Dholavira was next on our agenda, a pretty interesting place or at least it must have been about two or three thousand years ago. It’s located right next to what was an active volcano and even today molten lava lines the surface of the island. There are almost intact meteoritic rocks scattered all over the island and then there is a tree that’s so old that its origins have been traced to Eurasia. To put that into perspective Europe and Asia were one about 50 million years ago. Let that sink in.
Dholavria is also home to one of the largest excavation sights for the Harrapan civilisation ever found. Things have slowed down significantly though and today Dholavira is just a slow moving village with nothing much to offer in the form of entertainment. We decided to try and see if us city slickers could keep up with laid back village life. Fifteen minutes later, we gave up on any such notion and decided to head back into the Raan to see what it would like to be in the middle of the night. Something we were told categorically not to do.
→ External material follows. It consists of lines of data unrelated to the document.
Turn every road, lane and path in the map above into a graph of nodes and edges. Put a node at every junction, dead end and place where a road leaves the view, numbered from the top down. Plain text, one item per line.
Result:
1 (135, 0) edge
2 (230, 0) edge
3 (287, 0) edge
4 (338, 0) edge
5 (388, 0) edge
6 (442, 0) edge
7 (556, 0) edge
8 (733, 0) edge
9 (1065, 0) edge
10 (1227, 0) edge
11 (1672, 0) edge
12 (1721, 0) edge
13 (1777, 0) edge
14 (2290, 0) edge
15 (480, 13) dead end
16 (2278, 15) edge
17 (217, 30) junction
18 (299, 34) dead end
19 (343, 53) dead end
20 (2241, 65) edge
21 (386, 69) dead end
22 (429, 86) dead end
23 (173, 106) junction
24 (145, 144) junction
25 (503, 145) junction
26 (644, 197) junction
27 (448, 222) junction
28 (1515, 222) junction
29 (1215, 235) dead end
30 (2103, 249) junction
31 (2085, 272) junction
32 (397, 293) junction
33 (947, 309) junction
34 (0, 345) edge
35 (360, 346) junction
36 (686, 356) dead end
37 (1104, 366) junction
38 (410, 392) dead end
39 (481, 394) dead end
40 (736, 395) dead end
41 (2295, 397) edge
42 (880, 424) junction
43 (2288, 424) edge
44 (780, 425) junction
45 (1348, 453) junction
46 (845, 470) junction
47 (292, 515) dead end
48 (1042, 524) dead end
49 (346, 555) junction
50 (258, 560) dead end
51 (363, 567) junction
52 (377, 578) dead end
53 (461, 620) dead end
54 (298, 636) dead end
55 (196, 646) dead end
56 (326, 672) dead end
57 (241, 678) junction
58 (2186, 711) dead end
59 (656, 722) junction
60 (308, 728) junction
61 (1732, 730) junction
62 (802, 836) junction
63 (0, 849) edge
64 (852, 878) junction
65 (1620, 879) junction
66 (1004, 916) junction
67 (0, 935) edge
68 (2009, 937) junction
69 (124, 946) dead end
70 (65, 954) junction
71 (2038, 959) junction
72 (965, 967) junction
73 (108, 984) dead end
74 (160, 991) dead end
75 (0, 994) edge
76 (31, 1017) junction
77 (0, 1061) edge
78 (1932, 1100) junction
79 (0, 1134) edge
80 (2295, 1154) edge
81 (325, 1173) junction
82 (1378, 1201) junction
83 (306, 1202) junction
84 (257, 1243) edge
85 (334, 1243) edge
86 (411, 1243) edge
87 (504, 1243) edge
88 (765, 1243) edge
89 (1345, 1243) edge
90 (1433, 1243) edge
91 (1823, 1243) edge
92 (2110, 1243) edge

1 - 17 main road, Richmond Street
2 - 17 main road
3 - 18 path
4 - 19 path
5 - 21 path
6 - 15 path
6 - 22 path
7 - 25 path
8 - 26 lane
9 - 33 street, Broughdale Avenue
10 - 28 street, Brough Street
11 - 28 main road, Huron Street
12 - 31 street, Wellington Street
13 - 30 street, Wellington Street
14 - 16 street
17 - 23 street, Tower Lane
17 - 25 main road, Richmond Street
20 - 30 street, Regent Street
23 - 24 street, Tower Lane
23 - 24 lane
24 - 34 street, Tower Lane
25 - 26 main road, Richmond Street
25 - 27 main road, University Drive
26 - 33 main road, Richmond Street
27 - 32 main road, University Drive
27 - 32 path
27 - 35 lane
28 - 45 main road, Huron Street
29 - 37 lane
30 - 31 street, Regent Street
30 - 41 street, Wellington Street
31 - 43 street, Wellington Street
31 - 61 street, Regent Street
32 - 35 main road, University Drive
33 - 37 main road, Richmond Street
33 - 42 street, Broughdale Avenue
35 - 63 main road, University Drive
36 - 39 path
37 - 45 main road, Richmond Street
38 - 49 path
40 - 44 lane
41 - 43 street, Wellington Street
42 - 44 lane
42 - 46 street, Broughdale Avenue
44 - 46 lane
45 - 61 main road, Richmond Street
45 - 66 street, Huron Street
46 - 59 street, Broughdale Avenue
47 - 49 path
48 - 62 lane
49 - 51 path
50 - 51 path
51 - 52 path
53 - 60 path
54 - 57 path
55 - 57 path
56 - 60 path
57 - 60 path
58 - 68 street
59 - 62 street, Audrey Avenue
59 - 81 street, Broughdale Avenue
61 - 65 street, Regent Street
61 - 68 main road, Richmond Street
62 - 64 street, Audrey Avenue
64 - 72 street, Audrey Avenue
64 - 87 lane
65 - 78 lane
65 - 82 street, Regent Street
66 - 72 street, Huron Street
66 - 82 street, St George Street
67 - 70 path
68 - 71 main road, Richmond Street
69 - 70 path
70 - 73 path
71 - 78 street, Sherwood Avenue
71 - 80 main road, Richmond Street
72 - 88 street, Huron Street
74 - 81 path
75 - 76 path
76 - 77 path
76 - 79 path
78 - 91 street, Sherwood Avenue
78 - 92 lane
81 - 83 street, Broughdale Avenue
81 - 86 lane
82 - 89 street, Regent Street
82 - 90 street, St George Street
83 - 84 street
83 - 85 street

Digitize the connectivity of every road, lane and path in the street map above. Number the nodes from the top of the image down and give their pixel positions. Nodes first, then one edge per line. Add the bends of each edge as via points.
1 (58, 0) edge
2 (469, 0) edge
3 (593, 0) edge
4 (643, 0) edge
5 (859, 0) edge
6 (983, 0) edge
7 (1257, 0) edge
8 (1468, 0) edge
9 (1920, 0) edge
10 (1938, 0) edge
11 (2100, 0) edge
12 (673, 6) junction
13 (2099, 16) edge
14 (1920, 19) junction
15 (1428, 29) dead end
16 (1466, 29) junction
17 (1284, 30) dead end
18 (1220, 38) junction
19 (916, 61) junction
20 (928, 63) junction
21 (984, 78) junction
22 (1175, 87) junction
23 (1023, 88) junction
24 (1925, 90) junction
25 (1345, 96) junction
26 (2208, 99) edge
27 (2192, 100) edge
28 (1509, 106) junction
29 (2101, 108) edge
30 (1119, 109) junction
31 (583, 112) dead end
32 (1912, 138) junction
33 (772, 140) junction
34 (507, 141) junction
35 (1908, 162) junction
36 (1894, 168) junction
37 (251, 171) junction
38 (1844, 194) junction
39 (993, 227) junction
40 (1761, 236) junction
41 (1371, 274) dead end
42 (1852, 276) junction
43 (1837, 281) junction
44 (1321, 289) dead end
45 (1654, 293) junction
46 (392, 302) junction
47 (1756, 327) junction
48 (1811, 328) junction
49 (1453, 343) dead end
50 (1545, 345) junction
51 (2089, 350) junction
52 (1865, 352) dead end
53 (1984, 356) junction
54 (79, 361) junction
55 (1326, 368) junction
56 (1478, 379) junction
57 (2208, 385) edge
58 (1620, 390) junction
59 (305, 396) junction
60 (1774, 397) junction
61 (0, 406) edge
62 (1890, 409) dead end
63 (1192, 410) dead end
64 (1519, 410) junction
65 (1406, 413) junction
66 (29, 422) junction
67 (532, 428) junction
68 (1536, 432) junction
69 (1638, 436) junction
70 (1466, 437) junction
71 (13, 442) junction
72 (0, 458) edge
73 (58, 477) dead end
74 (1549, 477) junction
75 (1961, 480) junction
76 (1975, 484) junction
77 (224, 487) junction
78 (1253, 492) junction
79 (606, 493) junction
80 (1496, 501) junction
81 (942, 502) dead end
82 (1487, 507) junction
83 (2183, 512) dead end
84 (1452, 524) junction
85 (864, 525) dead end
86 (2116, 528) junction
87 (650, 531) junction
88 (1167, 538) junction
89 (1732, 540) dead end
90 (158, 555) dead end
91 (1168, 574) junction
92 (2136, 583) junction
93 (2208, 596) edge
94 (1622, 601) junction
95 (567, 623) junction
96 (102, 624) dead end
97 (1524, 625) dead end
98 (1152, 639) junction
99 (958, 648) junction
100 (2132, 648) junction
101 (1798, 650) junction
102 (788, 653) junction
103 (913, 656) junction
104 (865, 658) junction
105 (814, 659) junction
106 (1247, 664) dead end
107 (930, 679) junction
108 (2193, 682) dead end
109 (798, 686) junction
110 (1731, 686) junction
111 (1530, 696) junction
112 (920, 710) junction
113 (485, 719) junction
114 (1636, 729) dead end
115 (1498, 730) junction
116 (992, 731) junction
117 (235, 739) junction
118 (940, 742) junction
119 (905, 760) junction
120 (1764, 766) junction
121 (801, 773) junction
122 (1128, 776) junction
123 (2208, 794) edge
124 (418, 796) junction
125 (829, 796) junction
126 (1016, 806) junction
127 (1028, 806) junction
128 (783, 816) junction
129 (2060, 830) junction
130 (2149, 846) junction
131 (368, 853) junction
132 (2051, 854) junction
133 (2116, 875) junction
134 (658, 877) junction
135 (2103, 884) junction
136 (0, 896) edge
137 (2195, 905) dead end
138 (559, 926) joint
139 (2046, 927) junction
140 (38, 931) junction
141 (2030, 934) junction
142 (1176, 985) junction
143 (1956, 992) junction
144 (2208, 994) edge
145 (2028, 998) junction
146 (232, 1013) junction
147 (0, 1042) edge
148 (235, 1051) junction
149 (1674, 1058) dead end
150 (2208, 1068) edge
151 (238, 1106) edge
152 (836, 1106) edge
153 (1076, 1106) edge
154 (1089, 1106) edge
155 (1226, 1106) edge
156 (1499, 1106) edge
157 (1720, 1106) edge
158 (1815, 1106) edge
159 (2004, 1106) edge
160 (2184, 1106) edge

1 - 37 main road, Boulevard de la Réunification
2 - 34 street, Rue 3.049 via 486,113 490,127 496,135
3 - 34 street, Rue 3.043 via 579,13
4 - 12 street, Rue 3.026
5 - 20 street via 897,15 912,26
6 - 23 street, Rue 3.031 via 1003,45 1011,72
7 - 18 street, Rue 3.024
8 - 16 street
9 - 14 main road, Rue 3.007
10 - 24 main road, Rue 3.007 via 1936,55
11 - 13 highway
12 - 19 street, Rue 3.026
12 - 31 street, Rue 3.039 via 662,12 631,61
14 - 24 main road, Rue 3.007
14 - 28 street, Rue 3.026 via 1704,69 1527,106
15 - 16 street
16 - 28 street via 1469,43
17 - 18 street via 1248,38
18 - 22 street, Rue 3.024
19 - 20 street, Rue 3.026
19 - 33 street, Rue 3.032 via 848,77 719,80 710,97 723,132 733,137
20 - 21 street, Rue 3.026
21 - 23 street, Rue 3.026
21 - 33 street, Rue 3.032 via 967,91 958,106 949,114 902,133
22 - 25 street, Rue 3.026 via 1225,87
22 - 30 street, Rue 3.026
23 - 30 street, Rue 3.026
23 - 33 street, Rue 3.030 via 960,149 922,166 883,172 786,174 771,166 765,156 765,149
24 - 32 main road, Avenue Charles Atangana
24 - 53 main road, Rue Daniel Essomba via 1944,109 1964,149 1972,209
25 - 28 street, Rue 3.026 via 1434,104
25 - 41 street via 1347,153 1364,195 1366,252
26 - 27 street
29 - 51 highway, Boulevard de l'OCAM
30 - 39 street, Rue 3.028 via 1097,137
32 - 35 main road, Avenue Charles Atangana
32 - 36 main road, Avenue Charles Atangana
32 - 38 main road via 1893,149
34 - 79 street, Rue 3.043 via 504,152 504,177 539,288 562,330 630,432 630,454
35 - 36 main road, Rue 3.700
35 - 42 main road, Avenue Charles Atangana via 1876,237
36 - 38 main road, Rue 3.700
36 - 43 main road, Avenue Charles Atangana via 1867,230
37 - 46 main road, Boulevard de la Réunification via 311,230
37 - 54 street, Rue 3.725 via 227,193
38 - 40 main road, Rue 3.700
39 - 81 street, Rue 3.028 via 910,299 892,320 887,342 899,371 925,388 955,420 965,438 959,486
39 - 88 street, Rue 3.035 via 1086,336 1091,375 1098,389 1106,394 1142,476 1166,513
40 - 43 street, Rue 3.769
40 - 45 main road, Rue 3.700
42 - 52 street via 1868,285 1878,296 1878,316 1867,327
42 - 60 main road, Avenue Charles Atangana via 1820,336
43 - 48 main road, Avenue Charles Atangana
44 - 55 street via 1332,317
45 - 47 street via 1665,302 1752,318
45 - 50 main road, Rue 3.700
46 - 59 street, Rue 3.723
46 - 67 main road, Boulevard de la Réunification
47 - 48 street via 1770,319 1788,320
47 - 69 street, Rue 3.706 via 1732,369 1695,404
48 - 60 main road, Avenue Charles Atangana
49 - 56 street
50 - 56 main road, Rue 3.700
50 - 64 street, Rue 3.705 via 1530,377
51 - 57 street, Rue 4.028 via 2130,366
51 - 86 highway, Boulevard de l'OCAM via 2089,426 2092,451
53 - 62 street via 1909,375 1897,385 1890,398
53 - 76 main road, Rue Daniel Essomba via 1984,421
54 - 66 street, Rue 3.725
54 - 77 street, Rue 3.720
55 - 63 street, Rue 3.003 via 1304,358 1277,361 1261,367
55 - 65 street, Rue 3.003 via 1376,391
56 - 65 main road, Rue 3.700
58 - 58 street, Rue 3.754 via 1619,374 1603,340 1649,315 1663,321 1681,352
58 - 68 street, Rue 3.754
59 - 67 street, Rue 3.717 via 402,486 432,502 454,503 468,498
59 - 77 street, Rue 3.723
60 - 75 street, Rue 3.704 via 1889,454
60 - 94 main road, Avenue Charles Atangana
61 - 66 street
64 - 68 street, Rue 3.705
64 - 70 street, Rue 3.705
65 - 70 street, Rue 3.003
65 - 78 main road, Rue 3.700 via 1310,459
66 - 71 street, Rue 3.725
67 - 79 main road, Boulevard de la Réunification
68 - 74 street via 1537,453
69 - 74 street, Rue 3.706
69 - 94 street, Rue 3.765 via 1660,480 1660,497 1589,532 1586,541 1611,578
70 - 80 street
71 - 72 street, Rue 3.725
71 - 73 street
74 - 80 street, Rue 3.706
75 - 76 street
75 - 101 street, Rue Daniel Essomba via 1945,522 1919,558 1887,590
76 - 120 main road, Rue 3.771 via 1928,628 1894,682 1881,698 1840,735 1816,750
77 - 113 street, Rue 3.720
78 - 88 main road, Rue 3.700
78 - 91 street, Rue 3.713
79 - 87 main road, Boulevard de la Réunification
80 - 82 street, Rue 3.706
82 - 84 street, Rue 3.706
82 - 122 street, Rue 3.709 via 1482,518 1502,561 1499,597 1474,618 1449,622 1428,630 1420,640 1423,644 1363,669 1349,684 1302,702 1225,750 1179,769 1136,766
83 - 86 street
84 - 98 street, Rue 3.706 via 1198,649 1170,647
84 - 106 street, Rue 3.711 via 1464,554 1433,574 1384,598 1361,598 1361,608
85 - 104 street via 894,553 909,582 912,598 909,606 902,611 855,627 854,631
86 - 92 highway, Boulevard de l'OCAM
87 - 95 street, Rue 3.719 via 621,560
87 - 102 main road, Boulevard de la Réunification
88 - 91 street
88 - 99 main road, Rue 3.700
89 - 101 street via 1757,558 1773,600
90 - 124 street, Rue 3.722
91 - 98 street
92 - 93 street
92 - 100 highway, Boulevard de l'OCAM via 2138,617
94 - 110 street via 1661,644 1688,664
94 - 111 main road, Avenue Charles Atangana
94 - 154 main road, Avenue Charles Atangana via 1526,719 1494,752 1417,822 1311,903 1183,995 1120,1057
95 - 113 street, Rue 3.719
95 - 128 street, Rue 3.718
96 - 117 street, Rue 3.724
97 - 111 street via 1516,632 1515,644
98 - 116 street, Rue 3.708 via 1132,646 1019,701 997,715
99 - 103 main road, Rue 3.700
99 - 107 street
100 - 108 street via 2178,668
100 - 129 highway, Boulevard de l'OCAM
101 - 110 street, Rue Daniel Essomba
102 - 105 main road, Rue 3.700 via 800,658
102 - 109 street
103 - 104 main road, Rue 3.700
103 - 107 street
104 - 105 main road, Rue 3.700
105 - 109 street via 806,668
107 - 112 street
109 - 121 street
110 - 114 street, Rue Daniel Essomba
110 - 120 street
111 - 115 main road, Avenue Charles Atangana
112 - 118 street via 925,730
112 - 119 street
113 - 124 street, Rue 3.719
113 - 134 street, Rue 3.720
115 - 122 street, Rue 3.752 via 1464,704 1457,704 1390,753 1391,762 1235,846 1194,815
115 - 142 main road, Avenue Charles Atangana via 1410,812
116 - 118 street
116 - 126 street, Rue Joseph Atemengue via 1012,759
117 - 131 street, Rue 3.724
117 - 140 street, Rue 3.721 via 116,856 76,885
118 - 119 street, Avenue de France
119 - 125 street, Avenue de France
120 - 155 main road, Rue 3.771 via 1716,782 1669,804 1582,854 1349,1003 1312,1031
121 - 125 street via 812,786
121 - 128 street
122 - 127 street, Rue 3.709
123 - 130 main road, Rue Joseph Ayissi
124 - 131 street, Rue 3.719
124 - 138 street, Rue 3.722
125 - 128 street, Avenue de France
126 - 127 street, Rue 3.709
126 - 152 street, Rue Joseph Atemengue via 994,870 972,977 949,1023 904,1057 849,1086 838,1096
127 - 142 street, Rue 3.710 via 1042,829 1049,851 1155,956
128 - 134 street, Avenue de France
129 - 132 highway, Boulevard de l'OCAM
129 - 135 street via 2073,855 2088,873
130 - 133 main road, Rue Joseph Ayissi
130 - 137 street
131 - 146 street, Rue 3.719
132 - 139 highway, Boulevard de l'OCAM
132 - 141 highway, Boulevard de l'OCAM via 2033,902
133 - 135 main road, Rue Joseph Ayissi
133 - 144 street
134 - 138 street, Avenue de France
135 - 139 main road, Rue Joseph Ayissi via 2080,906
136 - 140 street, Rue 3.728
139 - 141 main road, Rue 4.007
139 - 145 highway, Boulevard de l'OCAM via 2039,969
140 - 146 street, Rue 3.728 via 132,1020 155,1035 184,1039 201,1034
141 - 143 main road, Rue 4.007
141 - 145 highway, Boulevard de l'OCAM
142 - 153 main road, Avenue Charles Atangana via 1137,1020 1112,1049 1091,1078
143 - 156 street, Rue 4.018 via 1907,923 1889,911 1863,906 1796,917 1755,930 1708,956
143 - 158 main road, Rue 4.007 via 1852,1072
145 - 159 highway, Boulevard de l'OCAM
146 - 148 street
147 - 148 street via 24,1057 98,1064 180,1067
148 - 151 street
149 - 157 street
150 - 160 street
And that’s about where we got the brilliant idea of switching off the car, turning off the lights and sampling absolute silence. For the first two minutes, the stars had us enthralled; the milky way glowed like I had never seen before. Then, things started to fall apart, the silence was overpowering us. We were starting to hear things we’d never heard before, like the sound of our heart beat and that annoying high-pitched drone in your ear. We lasted another two minutes before we jumped into the Duster and turned the music up to full. Ah. Glorious cacophony. How I missed thee.
The next morning after all the required documents were sorted, we made a break for the border. Well not break per se, but I’ve always wanted to say that. India is set apart from Pakistan by a portion of the Greater Rann that was submerged in water as far as the eyes could see. Migratory birds of all shapes and sizes were in attendance and it was a magnificent sight. Pelicans, storks, cranes and everything in between brought contrast to the expanse of water like you wouldn’t believe. Our journey had been without incident, the perfect getaway from the humdrum of the office. I had fallen in love with our Duster which had effortlessly brought us through some of the most treacherous terrain in the world. Mission accomplished. We spent the rest of the morning staring out on to the lake, watching the birds do their thing. Somewhere in the background Vikrant was saying something about flamingos and Russia. I forget in what context. I was only glad that birds are beautiful beings that you can stare at for hours on end. And they make quite a racket.